Open/Closed protects you against your code changing. Or more accurately, it helps protects you against your code changing in ways that quietly invalidate results you have already reported. The strongest form of reproducibility is not “I can rerun this study and get the same answer”. That is a useful thing of course, but it is a weaker claim than people realise, because if the code has been edited since the answer was reported, you are really just hoping the edits did not affect the result! The strongest form of reproducibility in my mind is “the code that produced this number still exists, unchanged, and I can point to it”. That is what closed-for-modification gives you.
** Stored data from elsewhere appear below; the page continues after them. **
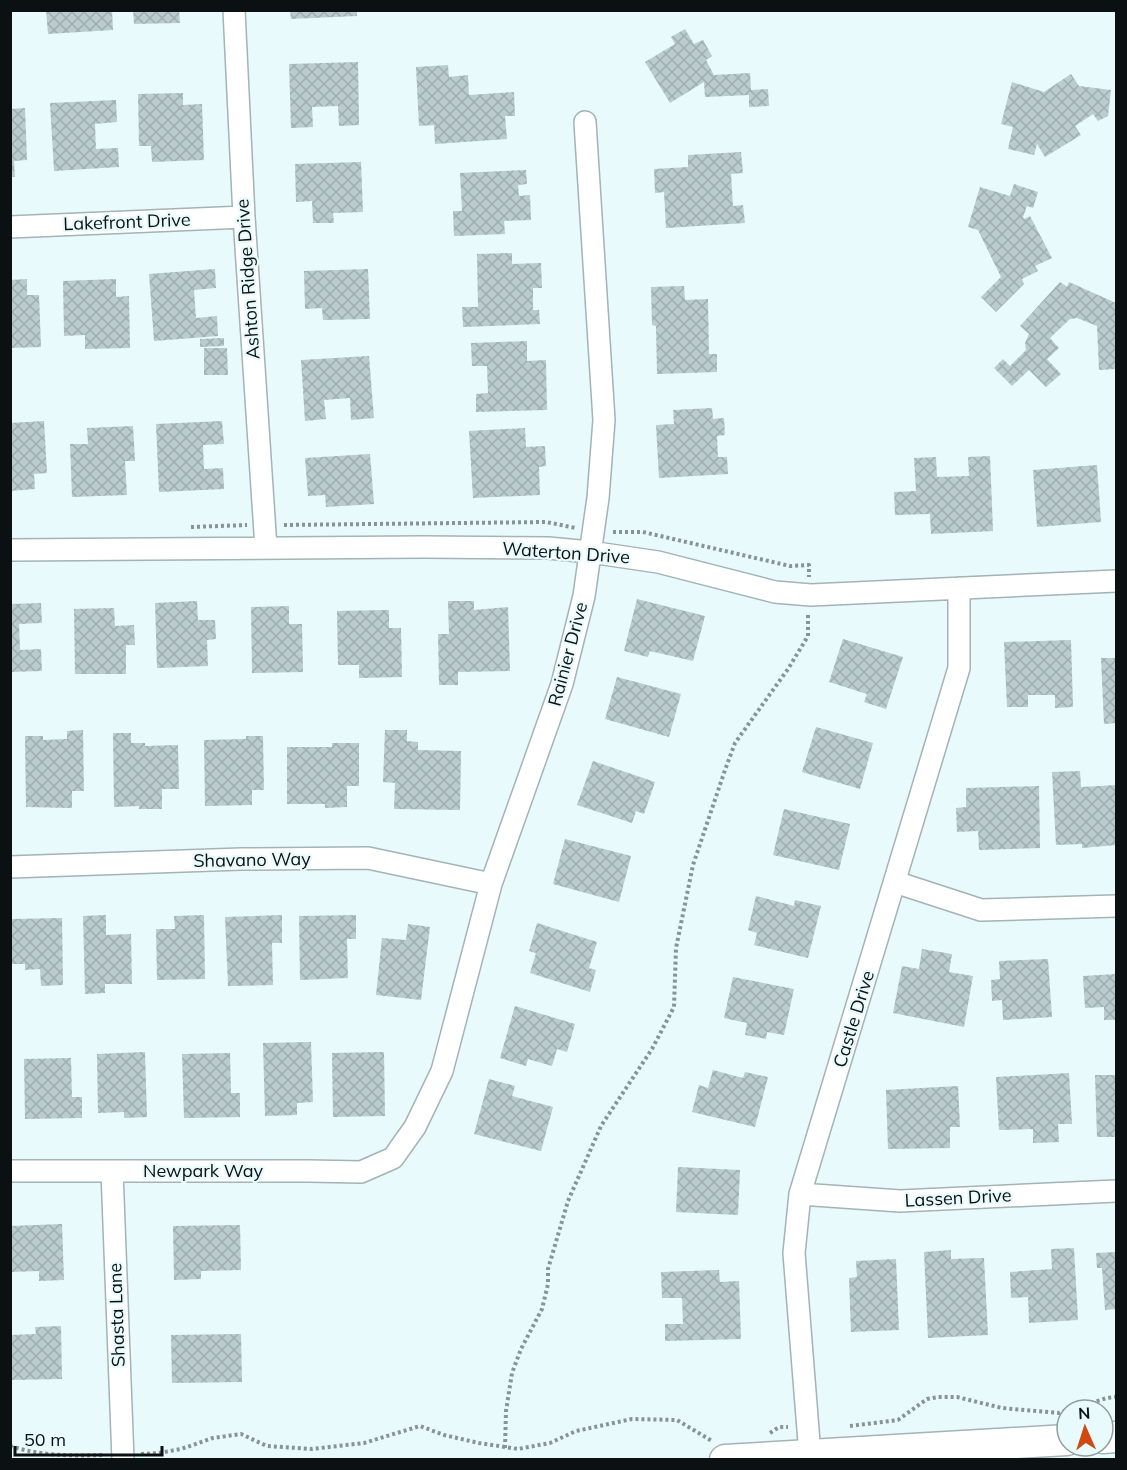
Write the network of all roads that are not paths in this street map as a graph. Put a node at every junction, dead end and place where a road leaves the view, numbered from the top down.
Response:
1 (234, 10) edge
2 (585, 122) dead end
3 (244, 218) junction
4 (10, 227) edge
5 (266, 548) junction
6 (10, 550) edge
7 (590, 552) junction
8 (1116, 581) edge
9 (958, 588) junction
10 (10, 867) edge
11 (895, 882) junction
12 (491, 884) junction
13 (1116, 906) edge
14 (393, 1158) joint
15 (10, 1171) edge
16 (112, 1171) junction
17 (1116, 1191) edge
18 (800, 1194) junction
19 (1055, 1440) edge
20 (808, 1441) junction
21 (721, 1451) edge
22 (123, 1457) edge

1 - 3 street, Ashton Ridge Drive
2 - 7 street, Rainier Drive
3 - 4 street, Lakefront Drive
3 - 5 street, Ashton Ridge Drive
5 - 6 street, Waterton Drive
5 - 7 street, Waterton Drive
7 - 9 street, Waterton Drive
7 - 12 street, Rainier Drive
8 - 9 street, Waterton Drive
9 - 11 street, Castle Drive
10 - 12 street, Shavano Way
11 - 13 street
11 - 18 street, Castle Drive
12 - 14 street, Rainier Drive
14 - 16 street, Newpark Way
15 - 16 street, Newpark Way
16 - 22 street, Shasta Lane
17 - 18 street, Lassen Drive
18 - 20 street, Castle Drive
19 - 20 main road
20 - 21 main road

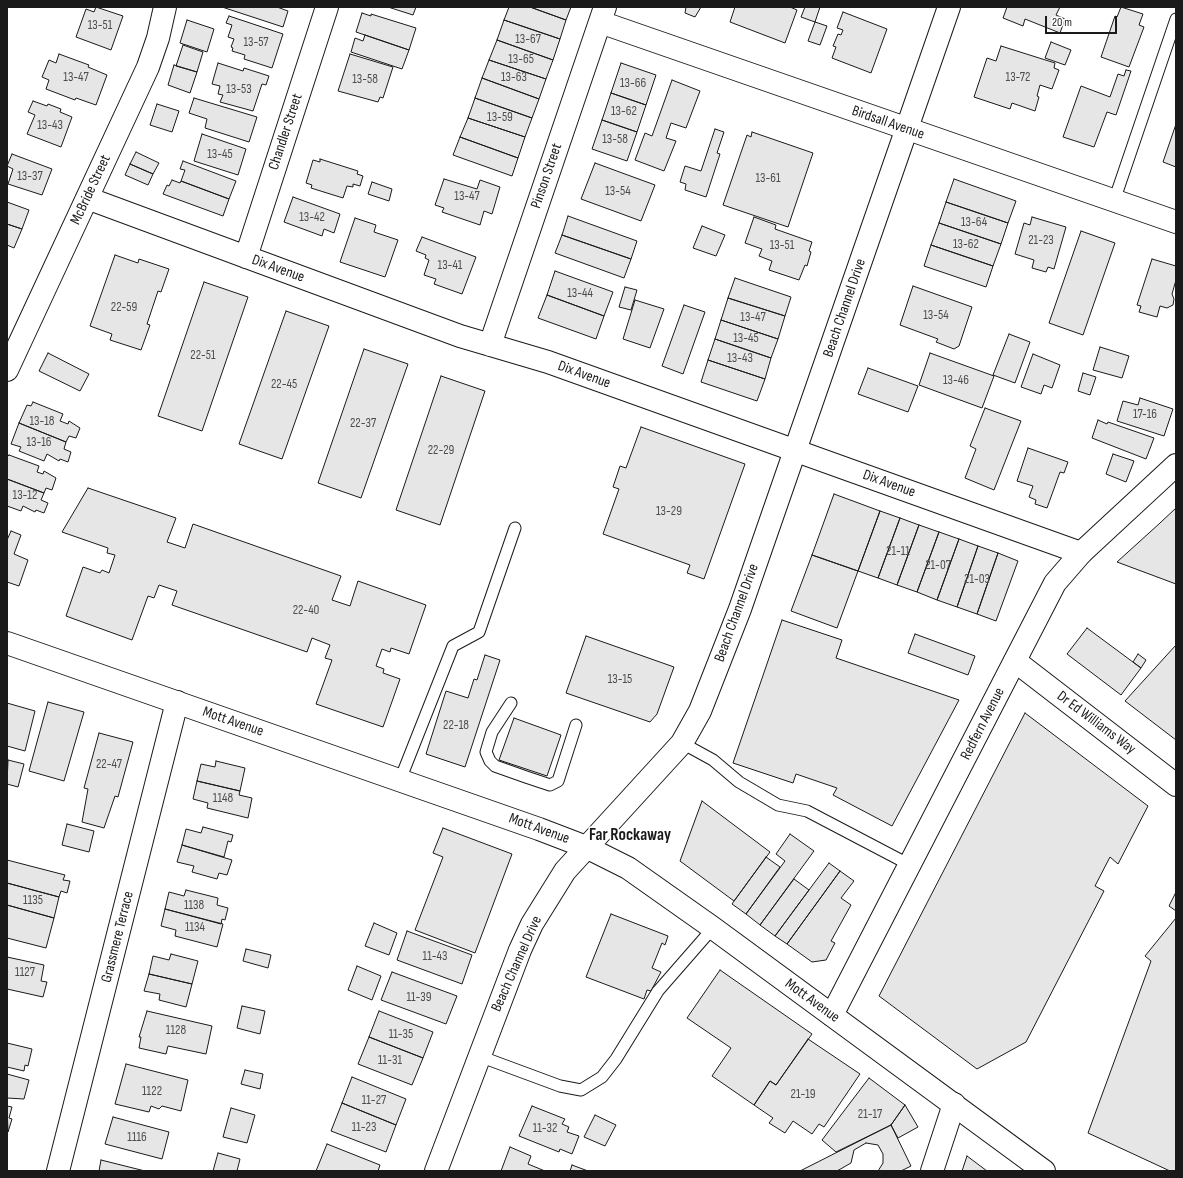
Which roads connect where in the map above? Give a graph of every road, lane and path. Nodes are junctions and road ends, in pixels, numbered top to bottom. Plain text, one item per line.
1 (165, 7) edge
2 (327, 7) edge
3 (949, 7) edge
4 (602, 15) edge
5 (1176, 18) edge
6 (907, 129) junction
7 (87, 198) junction
8 (1114, 201) junction
9 (1176, 222) edge
10 (246, 257) junction
11 (490, 345) junction
12 (7, 370) edge
13 (795, 450) junction
14 (1176, 465) edge
15 (515, 528) dead end
16 (1081, 553) junction
17 (7, 643) edge
18 (1015, 661) junction
19 (178, 702) junction
20 (511, 703) dead end
21 (576, 725) dead end
22 (682, 744) junction
23 (400, 780) junction
24 (1176, 785) edge
25 (586, 847) junction
26 (910, 865) junction
27 (713, 928) junction
28 (832, 1015) junction
29 (479, 1056) junction
30 (954, 1104) junction
31 (58, 1171) edge
32 (436, 1171) edge
33 (932, 1171) edge
34 (1044, 1171) edge

1 - 7 street, McBride Street
2 - 10 street, Chandler Street
3 - 6 street, Beach Channel Drive
4 - 6 street, Birdsall Avenue
4 - 11 street, Pinson Street
5 - 8 lane
6 - 8 street, Birdsall Avenue
6 - 13 street, Beach Channel Drive
7 - 10 street, Dix Avenue
7 - 12 street, McBride Street
8 - 9 street, Birdsall Avenue
10 - 11 street, Dix Avenue
11 - 13 street, Dix Avenue
13 - 16 street, Dix Avenue
13 - 22 street, Beach Channel Drive
14 - 16 street, Redfern Avenue
15 - 23 lane
16 - 18 street, Redfern Avenue
17 - 19 street, Mott Avenue
18 - 24 street, Dr Ed Williams Way
18 - 26 street, Redfern Avenue
19 - 23 street, Mott Avenue
19 - 31 street, Grassmere Terrace
20 - 21 lane
22 - 25 street, Beach Channel Drive
22 - 26 lane
23 - 25 street, Mott Avenue
25 - 27 street, Mott Avenue
25 - 29 street, Beach Channel Drive
26 - 28 street, Redfern Avenue
27 - 28 street, Mott Avenue
27 - 29 lane
28 - 30 street, Mott Avenue
29 - 32 street, Beach Channel Drive
30 - 33 street
30 - 34 street, Mott Avenue

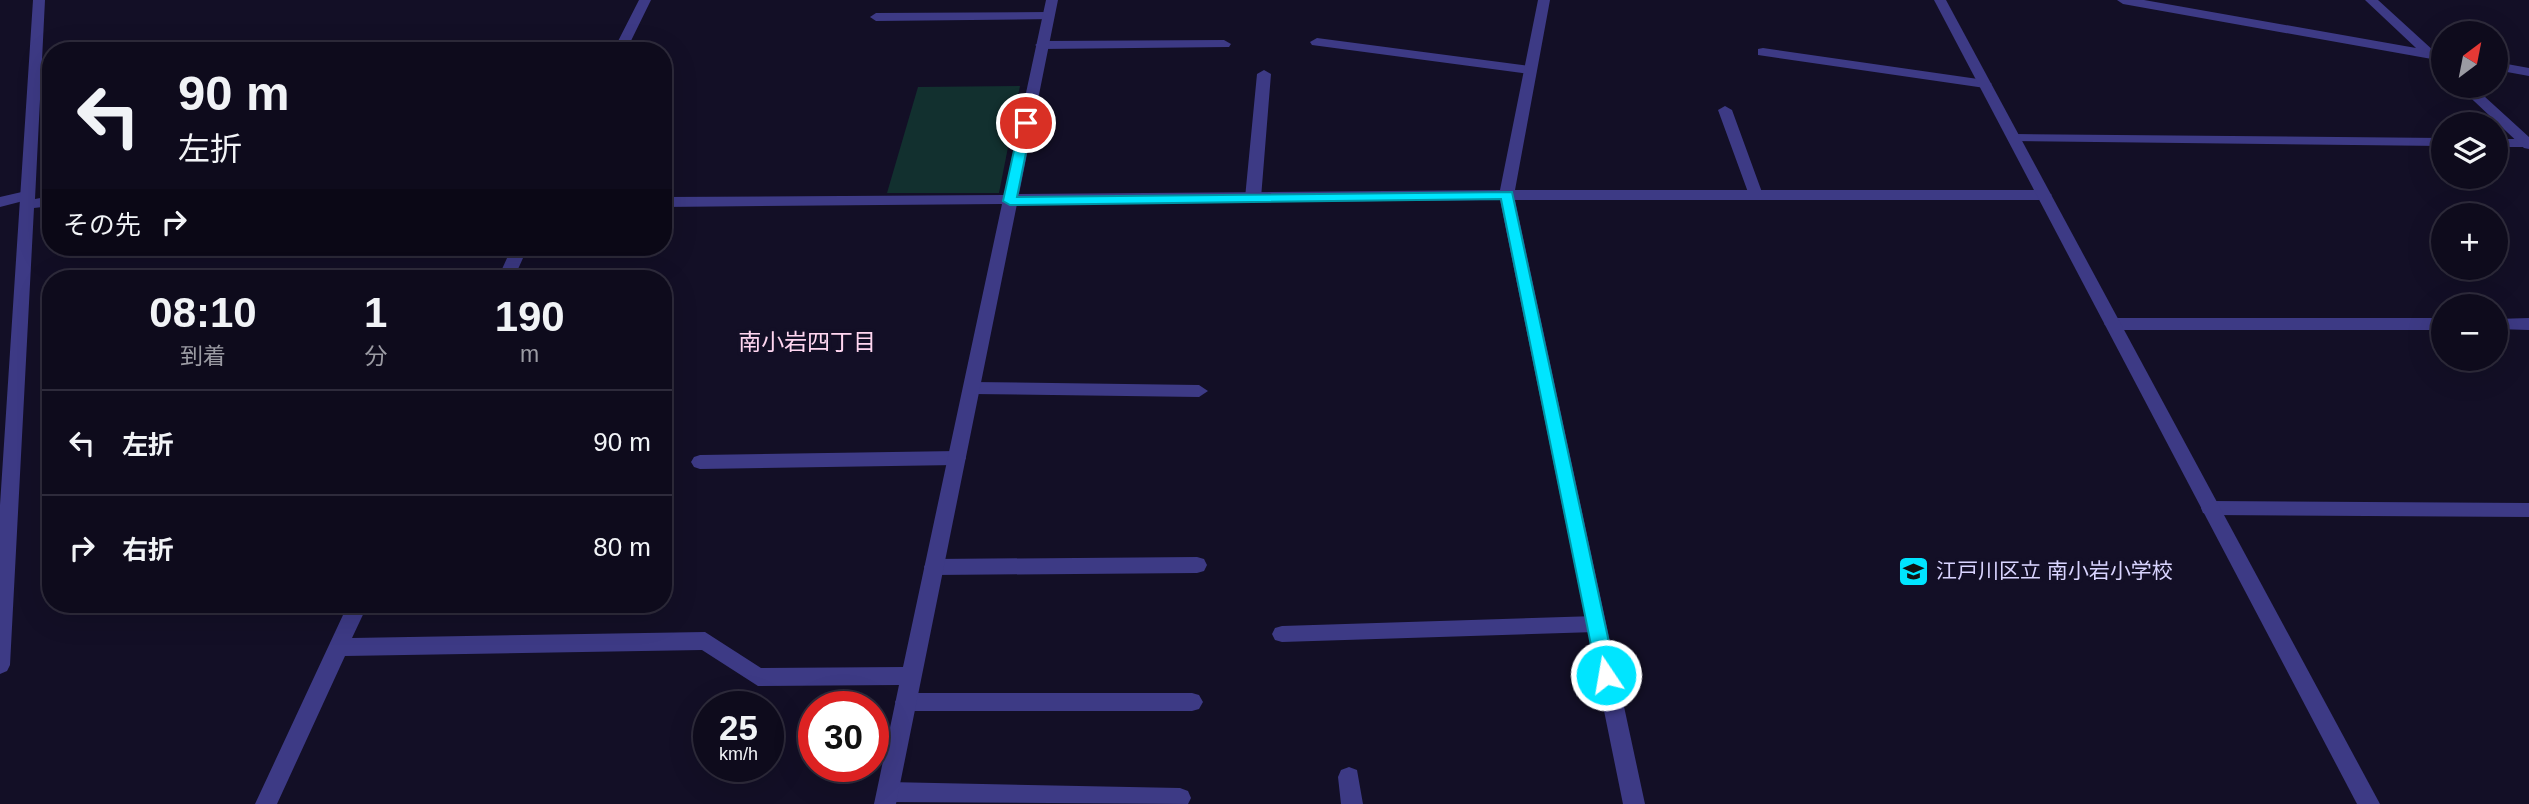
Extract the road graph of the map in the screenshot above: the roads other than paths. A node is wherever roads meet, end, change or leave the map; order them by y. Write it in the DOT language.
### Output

I think researchers already understand this principle in other parts of their work, they just have not connected it to their code. We have pre-registration, where you write down your analysis plan before you see the data, and you do not silently change it later. We have versioned protocols, where every revision gets a number and a date and the old versions are kept on file. We have study amendments, which are formal documents that exist precisely because changing the plan after the fact is a serious thing that needs to be acknowledged. The whole apparatus of research integrity is built on the idea that you do not quietly edit the things that defined your study.
Open/Closed is the code-level version of that same idea. You would not silently edit a pre-registered analysis plan, because everyone in research understands why that would be a problem. But many of us will quite happily edit the function that implements that analysis plan, because no one ever told us it was the same kind of problem. It is the same kind of problem! The function is the analysis plan, just written in a language that runs. Basically a machine-readable research protocol.
Wrapping up
If I had to boil this down to a few rules of thumb, they would be these. Once a function has produced a result you have shared with anyone outside your team, treat it as archival and do not edit it. New variants go in new functions, with names that describe what the function does rather than the order you wrote it in. Variants should share a signature so they are interchangeable at the call site, and where they cannot share a signature, a thin adapter can do the bridging. The orchestrating code is the thing that changes over time, the scientific primitives like a calculation equation are the things that stay still, and keeping those two layers distinct is key.
So if you find yourself about to add an elif to a function that already works, stop. The fix is almost always a sibling function rather than a new branch.